Interest rates are staying low as an indirect result of rising worker productivity. Productivity is a measure of the value of goods and services that workers produce over a given period, and over the past couple of years, it has been rising at an annual rate of about 4 percent. To put this in perspective, consider that productivity rose at an average annual rate of 1.5 percent from 1970 to 1995, according to Duncan.
Widgets, wages and hibernating inflation
With productivity rising so strongly, employers have less incentive to hire new employees. After all, if a typical worker made 100 widgets a week a year ago, that worker now makes 104 widgets a week.
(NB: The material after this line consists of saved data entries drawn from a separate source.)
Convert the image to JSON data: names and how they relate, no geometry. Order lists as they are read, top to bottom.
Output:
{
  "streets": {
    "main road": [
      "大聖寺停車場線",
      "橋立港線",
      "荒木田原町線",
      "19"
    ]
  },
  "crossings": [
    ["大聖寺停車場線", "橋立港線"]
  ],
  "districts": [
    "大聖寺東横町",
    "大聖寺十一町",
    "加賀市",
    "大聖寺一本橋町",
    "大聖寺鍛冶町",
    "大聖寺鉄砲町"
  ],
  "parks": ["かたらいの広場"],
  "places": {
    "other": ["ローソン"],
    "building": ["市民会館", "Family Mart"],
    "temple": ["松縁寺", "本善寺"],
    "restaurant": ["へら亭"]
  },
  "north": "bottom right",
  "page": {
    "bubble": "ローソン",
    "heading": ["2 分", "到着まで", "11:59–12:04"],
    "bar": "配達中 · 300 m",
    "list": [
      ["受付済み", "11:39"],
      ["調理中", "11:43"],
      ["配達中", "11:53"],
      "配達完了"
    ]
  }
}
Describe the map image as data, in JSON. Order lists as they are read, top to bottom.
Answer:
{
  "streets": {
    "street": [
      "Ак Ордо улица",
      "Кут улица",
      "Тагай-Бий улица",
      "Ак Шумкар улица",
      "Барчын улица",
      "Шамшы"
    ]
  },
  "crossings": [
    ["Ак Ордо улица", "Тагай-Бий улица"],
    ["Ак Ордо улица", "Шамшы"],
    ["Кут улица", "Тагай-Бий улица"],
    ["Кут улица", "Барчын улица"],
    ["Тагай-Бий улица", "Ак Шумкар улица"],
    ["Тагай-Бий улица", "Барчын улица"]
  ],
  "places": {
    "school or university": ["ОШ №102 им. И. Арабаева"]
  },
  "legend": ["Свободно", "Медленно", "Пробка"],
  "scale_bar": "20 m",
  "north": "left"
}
So the long jobless recovery has been extended by increases in worker productivity. As jobs remain scarce, employees don’t have much bargaining power to demand higher wages. Relatively flat wages keep inflation in hibernation, and the Fed intends to leave interest rates alone until the economy heats up enough to coax inflation from its slumber.
“Although uncertainties remain, I believe that the economic fundamentals are now in place to generate a sustainable, non-inflationary upturn,” Fed governor Susan Schmidt Bies, a member of the rate-setting committee, said at an economic conference in early October.
She and other members of the Open Market Committee, including Fed chairman Alan Greenspan, have hinted that they want to keep interest rates down until inflation picks up. And that won’t happen until millions of new jobs have been created.
Maybe next year.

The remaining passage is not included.